There are different causes of false alarms. In this post we’ll discuss 3 of the most common causes of false alarms, including:  corrosion and damage to wiring, power problems, and outdated or old equipment.

Corrosion and Damage to Wiring

Certain areas are especially prone to corrosion. These will generally be in coastal areas, but may also include certain industrial areas.

– Look for damp patches on walls, doors, windows and their frames, near showers, kitchens and sculleries.

– Corrosion causes increased resistance on circuit wires and will be most obvious on circuits with perimeter detection devices (vibration detectors, magnetic contacts, foil, tension switches, etc.), but will also have a substantial affect on electronic devices.

– Damage to wiring may be caused by virtually anything. Visually check wires or detectors near doors and windows, in passageways and high traffic areas or where boxes and goods are stacked against walls, etc. Rats love the PVC covering on wires and will generally attack cables in ceiling spaces, cupboards and other out-of-the-way places. Source: Property24

Power problems

Your alarm system will warn you when the system batteries become weak. Changing the system batteries on a regular basis can help prevent a false alarm. You’ll be happy to know that many wireless home security systems are outfitted with batteries that can last up to five years.  Source: Safewise

Outdated or Old Equipment

If it’s been awhile since your security system was installed and you’re experiencing a lot of false alarms, your equipment may need to be replaced. Here are just 2 types of older security equipment that can cause false alarms.

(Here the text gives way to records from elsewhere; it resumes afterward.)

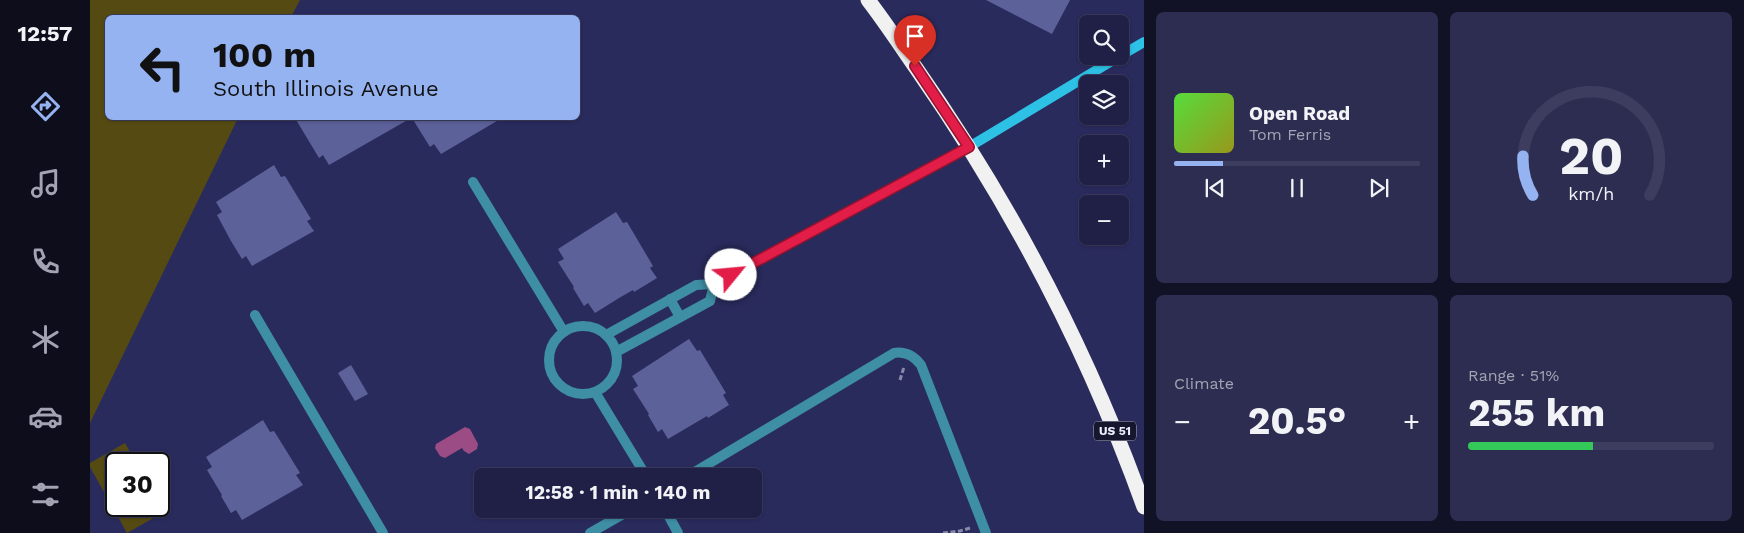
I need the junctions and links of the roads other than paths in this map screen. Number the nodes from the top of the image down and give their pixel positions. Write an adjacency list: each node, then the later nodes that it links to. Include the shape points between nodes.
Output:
1 (868, 0): 5 (highway, US 51)
2 (1144, 42): 3 (street)
3 (1129, 51)
4 (1105, 65): 5 (street)
5 (969, 147): 7 (street); 17 (highway, US 51, via 1015,223 1061,311 1108,414)
6 (473, 182): 11 (street)
7 (714, 284): 8 (street, via 696,285); 10 (street, via 710,301)
8 (670, 299): 10 (street); 12 (street)
9 (255, 314): 20 (street)
10 (680, 317): 13 (street)
11 (564, 332): 12 (street, via 584,326 596,328); 14 (street, via 552,344 549,356 554,379 572,393 584,395)
12 (606, 335): 13 (street)
13 (616, 352): 14 (street, via 614,376)
14 (595, 392): 15 (street)
15 (641, 468)
16 (701, 468): 23 (street, via 894,353 901,352 922,365)
17 (1144, 507)
18 (616, 518): 21 (street)
19 (670, 518): 22 (street)
20 (383, 533)
21 (590, 533)
22 (678, 533)
23 (986, 533)

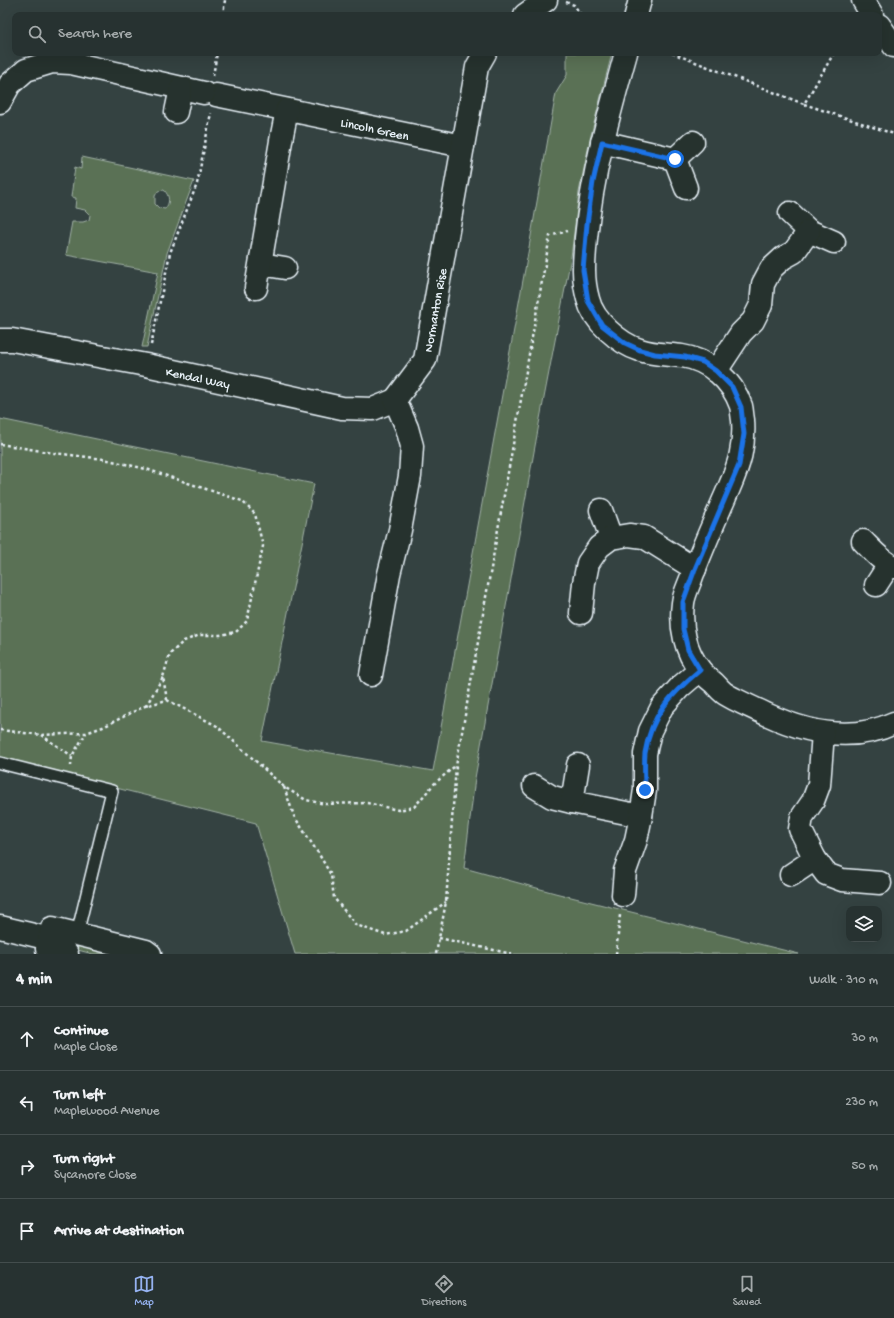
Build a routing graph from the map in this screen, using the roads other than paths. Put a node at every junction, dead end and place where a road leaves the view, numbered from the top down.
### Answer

  • Non-supervised wireless devices
    Everything we use today, the panel checks in with the device every 24 hours so that the panel knows everything is working well. Old devices don’t communicate with the panel and can’t send signal
  • Old ionization smoke detector
    Ionization is an old smoke detector technology that’s not as reliable as newer photoelectric detectors and more susceptible to false alarms. Yet this type of detector is common in homes that were built 12-15 years ago (they were built with them installed.)
  • Outdated glass-break sensors
    Acoustic glass-break sensors listen for the sound of breaking glass. However, that also leaves them susceptible to false alarms from other sounds of glass breaking (like dropping a dish or watching a loud movie with crashing noises).
  • Newer dual-tech glass break sensorscombine acoustic and shock-sensing technology so the sensor only goes off if the window actually breaks.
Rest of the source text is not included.